Compounding the danger on the mountain is punishing heat across Albay province. Temperatures have been running well above seasonal norms, turning crowded evacuation centers into sweltering holding areas where infants, older adults, and people with respiratory conditions face rising health risks. DSWD said it is rushing to retrofit shelters and has activated cash-for-work programs, emergency cash transfers, and food pack distributions to sustain families who may not be able to return home for weeks.

The eruption’s reach

Mayon, a 2,462-meter stratovolcano in Albay province roughly 330 kilometers southeast of Manila, began its current eruptive phase in early May 2026. By May 2, ash-darkened skies were already forcing residents in the closest barangays to flee. Associated Press journalists on the ground, in reporting carried by the Washington Post, described families loading belongings onto motorcycles and tricycles under a gray rain of grit, with local officials scrambling to clear high-risk zones. At that point, around 200,000 people were reported affected and more than 5,400 had already evacuated from Albay.

Within two days, the numbers jumped sharply. By 6 p.m. local time on May 6, the government’s DROMIC disaster-reporting system tallied 70,150 displaced families totaling more than 286,000 individuals across 160 barangays. The Smithsonian Institution’s Global Volcanism Program, which independently cross-references Philippine government data, confirmed those figures in its weekly bulletin. The rapid increase likely reflects both the eruption’s expanding ashfall footprint and the broadening of voluntary evacuations beyond the innermost danger zone.

Satellite imagery analyzed by NASA’s Earth Observatory provided a separate, physics-based measure of the eruption’s power. The observatory documented a pyroclastic flow that traveled approximately 4 kilometers through a gully on one of Mayon’s flanks, along with ash plumes visible from orbit and thermal anomalies around the summit crater. A flow of that length means superheated gas and rock reached well past the inner boundary of Mayon’s permanent danger zone, threatening farmland, irrigation canals, and communities that sit along drainage channels lower on the cone.

Alert Level 3 and what it means on the ground

The Philippine Institute of Volcanology and Seismology (PHIVOLCS) has maintained Alert Level 3 on its five-tier scale throughout the current sequence. Level 3 signifies that hazardous eruption activity is ongoing and that magma has reached the surface or is very close to it. For residents, the practical consequence is a mandatory evacuation of the permanent danger zone, a radius of roughly 6 kilometers from the crater, and strong advisories for communities farther out that lie along river valleys where pyroclastic density currents and lahars tend to channel.

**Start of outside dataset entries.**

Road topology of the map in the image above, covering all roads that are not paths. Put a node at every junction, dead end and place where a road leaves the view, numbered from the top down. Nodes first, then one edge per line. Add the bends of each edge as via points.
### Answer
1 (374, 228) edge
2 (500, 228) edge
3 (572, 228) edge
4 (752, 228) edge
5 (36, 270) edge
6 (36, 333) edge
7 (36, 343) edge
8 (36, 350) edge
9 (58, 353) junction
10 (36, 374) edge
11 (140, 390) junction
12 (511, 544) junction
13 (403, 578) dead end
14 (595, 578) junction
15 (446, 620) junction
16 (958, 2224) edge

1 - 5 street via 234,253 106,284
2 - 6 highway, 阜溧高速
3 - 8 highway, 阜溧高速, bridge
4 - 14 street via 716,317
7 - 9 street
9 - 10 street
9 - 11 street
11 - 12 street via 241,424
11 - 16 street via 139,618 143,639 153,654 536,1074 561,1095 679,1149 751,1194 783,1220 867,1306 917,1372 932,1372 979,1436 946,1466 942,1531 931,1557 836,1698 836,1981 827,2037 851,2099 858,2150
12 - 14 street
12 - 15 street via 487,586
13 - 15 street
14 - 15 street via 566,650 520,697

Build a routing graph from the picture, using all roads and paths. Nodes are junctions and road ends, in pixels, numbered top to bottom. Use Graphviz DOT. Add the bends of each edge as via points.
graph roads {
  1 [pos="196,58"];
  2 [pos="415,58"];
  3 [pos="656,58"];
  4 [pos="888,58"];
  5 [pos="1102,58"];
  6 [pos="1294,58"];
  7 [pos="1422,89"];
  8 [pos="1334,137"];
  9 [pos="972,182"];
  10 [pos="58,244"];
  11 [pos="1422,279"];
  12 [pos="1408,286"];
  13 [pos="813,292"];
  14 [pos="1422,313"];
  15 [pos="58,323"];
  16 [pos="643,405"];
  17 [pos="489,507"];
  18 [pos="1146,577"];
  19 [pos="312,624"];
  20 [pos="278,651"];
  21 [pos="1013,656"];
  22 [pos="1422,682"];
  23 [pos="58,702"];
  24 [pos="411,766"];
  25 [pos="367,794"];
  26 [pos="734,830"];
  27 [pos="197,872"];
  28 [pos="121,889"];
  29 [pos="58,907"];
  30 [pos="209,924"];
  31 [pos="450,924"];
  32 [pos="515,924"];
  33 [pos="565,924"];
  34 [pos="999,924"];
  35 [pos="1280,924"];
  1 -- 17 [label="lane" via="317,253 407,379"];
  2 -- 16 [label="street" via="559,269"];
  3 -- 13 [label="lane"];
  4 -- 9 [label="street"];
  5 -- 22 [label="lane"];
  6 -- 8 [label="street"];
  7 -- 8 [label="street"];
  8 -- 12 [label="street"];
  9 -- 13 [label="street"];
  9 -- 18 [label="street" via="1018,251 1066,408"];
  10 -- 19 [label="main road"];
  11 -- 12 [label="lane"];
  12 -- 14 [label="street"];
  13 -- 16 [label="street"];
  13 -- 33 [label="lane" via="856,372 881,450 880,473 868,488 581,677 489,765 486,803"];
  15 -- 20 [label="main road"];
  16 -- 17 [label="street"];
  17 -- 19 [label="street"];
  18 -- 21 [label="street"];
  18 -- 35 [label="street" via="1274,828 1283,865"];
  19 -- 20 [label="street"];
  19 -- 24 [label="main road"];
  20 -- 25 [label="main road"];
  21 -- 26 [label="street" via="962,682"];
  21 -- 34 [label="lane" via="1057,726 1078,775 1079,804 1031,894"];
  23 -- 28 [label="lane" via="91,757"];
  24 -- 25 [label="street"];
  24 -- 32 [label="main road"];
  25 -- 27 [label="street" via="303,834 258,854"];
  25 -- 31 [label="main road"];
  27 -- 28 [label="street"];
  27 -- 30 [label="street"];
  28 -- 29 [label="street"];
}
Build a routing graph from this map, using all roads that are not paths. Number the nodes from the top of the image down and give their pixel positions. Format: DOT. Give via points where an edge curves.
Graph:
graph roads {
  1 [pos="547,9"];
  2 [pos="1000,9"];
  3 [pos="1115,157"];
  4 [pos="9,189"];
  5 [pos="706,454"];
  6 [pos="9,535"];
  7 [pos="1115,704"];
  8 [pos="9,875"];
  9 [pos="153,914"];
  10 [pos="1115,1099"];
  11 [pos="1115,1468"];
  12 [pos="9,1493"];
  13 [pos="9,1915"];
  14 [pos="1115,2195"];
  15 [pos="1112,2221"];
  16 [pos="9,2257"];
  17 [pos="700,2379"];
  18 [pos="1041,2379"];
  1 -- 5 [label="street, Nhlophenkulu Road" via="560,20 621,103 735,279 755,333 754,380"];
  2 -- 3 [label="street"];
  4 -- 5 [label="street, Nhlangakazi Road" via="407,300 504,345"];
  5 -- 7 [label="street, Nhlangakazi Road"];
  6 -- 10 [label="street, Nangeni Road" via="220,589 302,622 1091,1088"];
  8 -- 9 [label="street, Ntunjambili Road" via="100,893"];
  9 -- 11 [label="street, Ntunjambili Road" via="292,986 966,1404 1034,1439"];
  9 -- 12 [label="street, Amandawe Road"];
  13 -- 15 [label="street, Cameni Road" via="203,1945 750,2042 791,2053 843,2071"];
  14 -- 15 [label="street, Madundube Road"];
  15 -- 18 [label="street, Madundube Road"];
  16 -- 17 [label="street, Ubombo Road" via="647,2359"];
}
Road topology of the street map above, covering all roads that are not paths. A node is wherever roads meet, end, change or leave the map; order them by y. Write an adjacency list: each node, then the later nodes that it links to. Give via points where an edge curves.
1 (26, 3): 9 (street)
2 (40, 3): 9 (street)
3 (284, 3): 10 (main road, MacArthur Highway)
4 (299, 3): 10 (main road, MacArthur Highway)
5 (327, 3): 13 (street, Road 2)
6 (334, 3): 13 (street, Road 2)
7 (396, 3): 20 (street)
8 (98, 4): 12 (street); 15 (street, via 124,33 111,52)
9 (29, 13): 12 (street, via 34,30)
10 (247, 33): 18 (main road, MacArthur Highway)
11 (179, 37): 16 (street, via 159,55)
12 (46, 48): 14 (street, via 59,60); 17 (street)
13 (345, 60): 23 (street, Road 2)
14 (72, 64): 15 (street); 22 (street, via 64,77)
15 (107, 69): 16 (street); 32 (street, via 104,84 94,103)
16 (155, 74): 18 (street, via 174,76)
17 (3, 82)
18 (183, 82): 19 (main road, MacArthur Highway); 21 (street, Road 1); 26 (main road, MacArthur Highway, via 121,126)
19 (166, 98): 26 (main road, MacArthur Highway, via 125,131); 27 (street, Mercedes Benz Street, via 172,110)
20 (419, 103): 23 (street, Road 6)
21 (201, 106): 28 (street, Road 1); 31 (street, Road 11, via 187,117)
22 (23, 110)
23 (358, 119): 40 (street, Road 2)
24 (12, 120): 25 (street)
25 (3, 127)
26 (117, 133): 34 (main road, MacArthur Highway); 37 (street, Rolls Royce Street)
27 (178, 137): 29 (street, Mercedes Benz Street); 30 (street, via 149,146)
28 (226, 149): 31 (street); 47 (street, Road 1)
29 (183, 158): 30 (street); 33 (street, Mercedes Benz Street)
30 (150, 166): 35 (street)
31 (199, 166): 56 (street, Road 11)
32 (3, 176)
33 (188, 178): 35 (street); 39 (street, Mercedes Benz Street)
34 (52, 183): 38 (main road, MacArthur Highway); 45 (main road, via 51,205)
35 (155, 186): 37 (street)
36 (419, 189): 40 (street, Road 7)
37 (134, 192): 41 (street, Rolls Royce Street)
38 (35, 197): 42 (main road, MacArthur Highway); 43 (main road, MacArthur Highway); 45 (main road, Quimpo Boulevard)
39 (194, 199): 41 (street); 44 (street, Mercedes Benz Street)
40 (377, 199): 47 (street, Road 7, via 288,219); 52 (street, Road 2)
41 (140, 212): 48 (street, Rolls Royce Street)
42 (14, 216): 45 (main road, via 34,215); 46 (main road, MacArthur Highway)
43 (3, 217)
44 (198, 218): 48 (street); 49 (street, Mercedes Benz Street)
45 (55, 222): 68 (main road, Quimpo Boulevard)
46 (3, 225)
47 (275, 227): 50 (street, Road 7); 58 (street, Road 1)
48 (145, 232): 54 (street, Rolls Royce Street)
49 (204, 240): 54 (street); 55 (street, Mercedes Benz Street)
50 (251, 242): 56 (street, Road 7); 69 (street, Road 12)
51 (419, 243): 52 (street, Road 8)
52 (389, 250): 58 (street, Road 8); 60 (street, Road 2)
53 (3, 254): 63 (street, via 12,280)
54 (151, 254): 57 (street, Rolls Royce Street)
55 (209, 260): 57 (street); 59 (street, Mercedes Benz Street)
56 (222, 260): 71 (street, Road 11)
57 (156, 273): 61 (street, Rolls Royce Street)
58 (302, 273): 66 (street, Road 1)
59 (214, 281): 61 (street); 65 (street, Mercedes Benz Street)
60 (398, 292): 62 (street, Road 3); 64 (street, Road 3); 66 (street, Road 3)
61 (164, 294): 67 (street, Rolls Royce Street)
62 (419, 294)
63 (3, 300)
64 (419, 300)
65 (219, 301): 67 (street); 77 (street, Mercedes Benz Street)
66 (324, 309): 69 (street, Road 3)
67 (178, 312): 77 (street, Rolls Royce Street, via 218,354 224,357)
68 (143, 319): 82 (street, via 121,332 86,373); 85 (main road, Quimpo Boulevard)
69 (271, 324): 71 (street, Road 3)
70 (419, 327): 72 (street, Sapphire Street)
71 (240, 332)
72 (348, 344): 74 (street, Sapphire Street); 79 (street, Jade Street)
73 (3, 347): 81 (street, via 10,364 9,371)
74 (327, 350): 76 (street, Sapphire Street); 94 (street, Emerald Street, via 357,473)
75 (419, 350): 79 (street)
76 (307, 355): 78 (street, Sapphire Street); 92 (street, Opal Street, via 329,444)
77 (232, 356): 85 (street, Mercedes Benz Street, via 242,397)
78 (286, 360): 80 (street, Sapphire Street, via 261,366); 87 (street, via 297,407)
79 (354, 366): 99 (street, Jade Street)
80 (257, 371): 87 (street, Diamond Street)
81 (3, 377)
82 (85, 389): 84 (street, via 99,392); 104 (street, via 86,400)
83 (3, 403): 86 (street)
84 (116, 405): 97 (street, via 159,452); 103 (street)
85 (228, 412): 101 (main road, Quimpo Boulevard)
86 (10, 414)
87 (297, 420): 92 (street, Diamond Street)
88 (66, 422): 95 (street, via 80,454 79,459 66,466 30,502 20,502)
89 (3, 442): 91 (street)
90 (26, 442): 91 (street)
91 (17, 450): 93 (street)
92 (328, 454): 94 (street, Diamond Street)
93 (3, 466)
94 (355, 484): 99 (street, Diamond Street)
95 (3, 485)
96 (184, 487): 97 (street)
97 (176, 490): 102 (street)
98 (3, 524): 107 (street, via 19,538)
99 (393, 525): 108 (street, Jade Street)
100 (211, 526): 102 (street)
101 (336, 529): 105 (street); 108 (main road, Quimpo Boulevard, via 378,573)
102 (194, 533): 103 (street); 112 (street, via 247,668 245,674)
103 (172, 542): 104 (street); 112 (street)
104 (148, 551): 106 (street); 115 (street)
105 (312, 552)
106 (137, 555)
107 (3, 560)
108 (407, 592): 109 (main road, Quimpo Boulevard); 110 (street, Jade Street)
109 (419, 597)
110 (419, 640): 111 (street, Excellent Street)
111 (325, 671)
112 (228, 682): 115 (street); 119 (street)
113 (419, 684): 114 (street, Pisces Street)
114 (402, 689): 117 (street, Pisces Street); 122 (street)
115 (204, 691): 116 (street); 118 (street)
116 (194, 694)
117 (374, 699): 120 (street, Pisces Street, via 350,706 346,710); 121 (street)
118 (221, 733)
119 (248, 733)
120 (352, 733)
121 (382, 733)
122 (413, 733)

Whether the alert could climb to Level 4, which would indicate that a hazardous eruption across a much wider area is imminent, remains an open question. NASA’s Earth Observatory noted PHIVOLCS alert-level changes during the eruption sequence but did not specify their direction, and the Smithsonian’s bulletin recorded Level 3 as the standing designation at the time of publication. Without a continuous public log of PHIVOLCS advisories, it is difficult to know whether scientists have come close to escalating the warning or whether the observed changes were technical recalibrations tied to seismicity, sulfur dioxide output, or lava effusion rates.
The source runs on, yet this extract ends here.